Felieton o Marszu Niepodległości ilustrowany kontrowersyjnymi i drastycznymi obrazkami.

My chcemy Boga – to było hasło sztandarowe w trakcie Marszu Niepodległości 11 listopada 2017. Tymczasem w Powszechnym Kościele Katolickim obowiązuje dzieło Petro kardynała Gasparri czyli katechizm katolicki. Czytamy w nim w punkcie:

  1. Co to jest łaska uświęcająca?

Łaska uświęcająca jest to fizyczna nadprzyrodzona właściwość, stale w duszy tkwiąca; przez nią człowiek staje się uczestnikiem natury Pana Boga, świątynią Ducha Świętego, przyjacielem i adoptowanym dzieckiem Boga, dziedzicem chwały niebieskiej i przez to zdolnym do wykonywania uczynków, zasługujących na żywot wieczny.

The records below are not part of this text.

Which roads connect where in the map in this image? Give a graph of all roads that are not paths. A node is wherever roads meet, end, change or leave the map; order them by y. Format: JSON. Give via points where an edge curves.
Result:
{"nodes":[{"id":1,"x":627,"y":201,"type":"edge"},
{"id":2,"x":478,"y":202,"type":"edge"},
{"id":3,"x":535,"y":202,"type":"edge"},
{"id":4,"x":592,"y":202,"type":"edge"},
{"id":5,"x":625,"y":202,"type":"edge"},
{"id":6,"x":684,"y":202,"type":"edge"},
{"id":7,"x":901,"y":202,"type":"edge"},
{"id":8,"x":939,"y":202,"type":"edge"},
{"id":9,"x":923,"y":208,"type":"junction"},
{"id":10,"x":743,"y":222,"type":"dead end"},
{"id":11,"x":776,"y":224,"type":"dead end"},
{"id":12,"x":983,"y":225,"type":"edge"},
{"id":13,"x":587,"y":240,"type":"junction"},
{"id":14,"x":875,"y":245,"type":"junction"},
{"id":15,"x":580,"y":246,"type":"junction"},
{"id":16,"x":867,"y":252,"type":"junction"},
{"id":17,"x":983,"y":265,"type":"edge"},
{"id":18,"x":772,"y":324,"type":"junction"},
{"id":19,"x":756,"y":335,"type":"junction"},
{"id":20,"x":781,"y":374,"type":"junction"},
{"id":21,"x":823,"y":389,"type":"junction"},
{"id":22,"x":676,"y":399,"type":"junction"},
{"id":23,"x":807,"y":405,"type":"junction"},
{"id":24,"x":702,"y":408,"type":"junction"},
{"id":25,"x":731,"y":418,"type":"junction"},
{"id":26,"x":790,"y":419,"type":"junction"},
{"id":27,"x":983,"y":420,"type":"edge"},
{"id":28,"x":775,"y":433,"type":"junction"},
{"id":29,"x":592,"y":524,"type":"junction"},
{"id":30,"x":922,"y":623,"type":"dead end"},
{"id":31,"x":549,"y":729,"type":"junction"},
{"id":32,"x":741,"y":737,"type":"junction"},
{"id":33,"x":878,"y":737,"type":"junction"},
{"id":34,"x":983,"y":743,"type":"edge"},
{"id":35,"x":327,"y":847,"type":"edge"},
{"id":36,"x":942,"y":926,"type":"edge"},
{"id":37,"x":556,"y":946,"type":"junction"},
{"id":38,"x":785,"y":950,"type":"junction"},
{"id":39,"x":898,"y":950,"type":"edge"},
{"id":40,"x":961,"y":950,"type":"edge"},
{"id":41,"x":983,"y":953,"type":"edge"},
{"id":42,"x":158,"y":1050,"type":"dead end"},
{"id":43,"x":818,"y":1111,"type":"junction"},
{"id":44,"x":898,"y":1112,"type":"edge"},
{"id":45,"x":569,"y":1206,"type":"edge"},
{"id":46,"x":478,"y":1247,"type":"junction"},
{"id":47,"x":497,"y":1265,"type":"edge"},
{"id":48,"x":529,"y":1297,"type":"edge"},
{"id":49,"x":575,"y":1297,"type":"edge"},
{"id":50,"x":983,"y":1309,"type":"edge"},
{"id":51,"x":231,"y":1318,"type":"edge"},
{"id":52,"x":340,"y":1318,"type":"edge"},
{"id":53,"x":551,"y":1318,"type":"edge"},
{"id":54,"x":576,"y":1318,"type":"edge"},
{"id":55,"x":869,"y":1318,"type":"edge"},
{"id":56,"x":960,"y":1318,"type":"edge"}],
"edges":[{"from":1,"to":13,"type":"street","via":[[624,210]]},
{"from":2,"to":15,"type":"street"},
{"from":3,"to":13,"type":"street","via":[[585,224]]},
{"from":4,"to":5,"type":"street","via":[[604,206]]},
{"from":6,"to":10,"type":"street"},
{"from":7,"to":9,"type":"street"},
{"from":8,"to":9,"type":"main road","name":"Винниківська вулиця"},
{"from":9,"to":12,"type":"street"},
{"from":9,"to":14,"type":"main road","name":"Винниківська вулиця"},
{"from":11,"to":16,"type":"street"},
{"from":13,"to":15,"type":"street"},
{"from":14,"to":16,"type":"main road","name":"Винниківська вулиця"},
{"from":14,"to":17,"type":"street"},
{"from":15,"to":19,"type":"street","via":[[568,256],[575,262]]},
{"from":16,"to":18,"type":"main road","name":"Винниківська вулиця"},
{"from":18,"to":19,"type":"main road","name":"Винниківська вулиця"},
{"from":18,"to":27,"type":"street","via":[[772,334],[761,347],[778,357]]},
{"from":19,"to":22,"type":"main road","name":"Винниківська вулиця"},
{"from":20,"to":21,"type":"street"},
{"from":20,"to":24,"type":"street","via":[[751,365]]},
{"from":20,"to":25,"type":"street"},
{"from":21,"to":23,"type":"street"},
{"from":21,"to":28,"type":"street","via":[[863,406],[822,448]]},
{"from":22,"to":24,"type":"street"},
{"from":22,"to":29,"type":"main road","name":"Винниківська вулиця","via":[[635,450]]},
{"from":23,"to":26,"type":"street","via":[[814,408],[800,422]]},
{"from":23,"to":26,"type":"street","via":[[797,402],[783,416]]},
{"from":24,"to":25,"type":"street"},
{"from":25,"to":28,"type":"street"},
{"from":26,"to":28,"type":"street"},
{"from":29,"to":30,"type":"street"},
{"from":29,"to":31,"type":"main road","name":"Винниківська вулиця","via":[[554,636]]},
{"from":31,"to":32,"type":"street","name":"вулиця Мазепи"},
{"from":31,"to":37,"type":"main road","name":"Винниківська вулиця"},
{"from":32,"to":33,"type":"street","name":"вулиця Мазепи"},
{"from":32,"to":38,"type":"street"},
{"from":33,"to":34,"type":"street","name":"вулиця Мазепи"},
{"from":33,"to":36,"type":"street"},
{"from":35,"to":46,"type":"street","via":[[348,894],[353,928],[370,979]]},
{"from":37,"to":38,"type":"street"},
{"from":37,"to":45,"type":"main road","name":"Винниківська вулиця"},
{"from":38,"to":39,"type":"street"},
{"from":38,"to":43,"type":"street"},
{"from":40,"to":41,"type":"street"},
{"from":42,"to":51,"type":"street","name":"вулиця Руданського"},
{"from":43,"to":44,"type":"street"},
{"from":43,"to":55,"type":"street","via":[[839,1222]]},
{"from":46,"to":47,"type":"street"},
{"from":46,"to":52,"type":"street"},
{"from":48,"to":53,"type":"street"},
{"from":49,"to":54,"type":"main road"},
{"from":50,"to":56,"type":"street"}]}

A 2 akapity wcześniej w punkcie 278 kardynał Gasparri definiuje łaskę. Co to jest łaska?

Łaska jest to dar nadprzyrodzony, którego Bóg udziela stworzeniom rozumnym z własnej dobrej woli, żeby mogły dostąpić żywota wiecznego.

Czy ktoś, kto to posiada stan Łaski Bożej musi chodzić po ulicy i krzyczeć, że Boga chce?

Ponieważ nienawiść, gniew, przemoc i podobne odczucia są podstawą do grzechu, to rozumiem żałosny  krzyk rozpaczy – My chcemy Boga! Grzechów odpuszczenia i Stanu Łaski jedynie dusza grzechem pokalana pragnie! 

Nie ma chyba powodów, żeby  w kraju katolickim nie wierzyć w słowa, którymi Jezus Chrystus poucza Apostołów: „Którym odpuścicie grzechy, są im odpuszczone, a którym zatrzymacie, są im zatrzymane” (J 20,23) Dlatego spowiednik mówi grzesznikowi: „I ja odpuszczam tobie grzechy w imię Ojca i Syna, i Ducha Świętego.”

A przecież Bóg jest wszędzie i na dodatek intronowany

Główny Urząd Statystyczny w 2010 roku podawał, że do Kościoła Katolickiego w Polsce należało 33,7 mln osób (liczba ochrzczonych). Było to (jest) 88,4% ludności Polski (38,2 mln osób). Instytut Statystyki Kościoła Katolickiego informuje, że w mszy św. uczestniczy ca 41% zobowiązanych członków kościoła, a do komunii przystępuje 16,4%. Dane z roku 2015 mówią o 39,8% dominicantes, oraz 17,0% communicantes. 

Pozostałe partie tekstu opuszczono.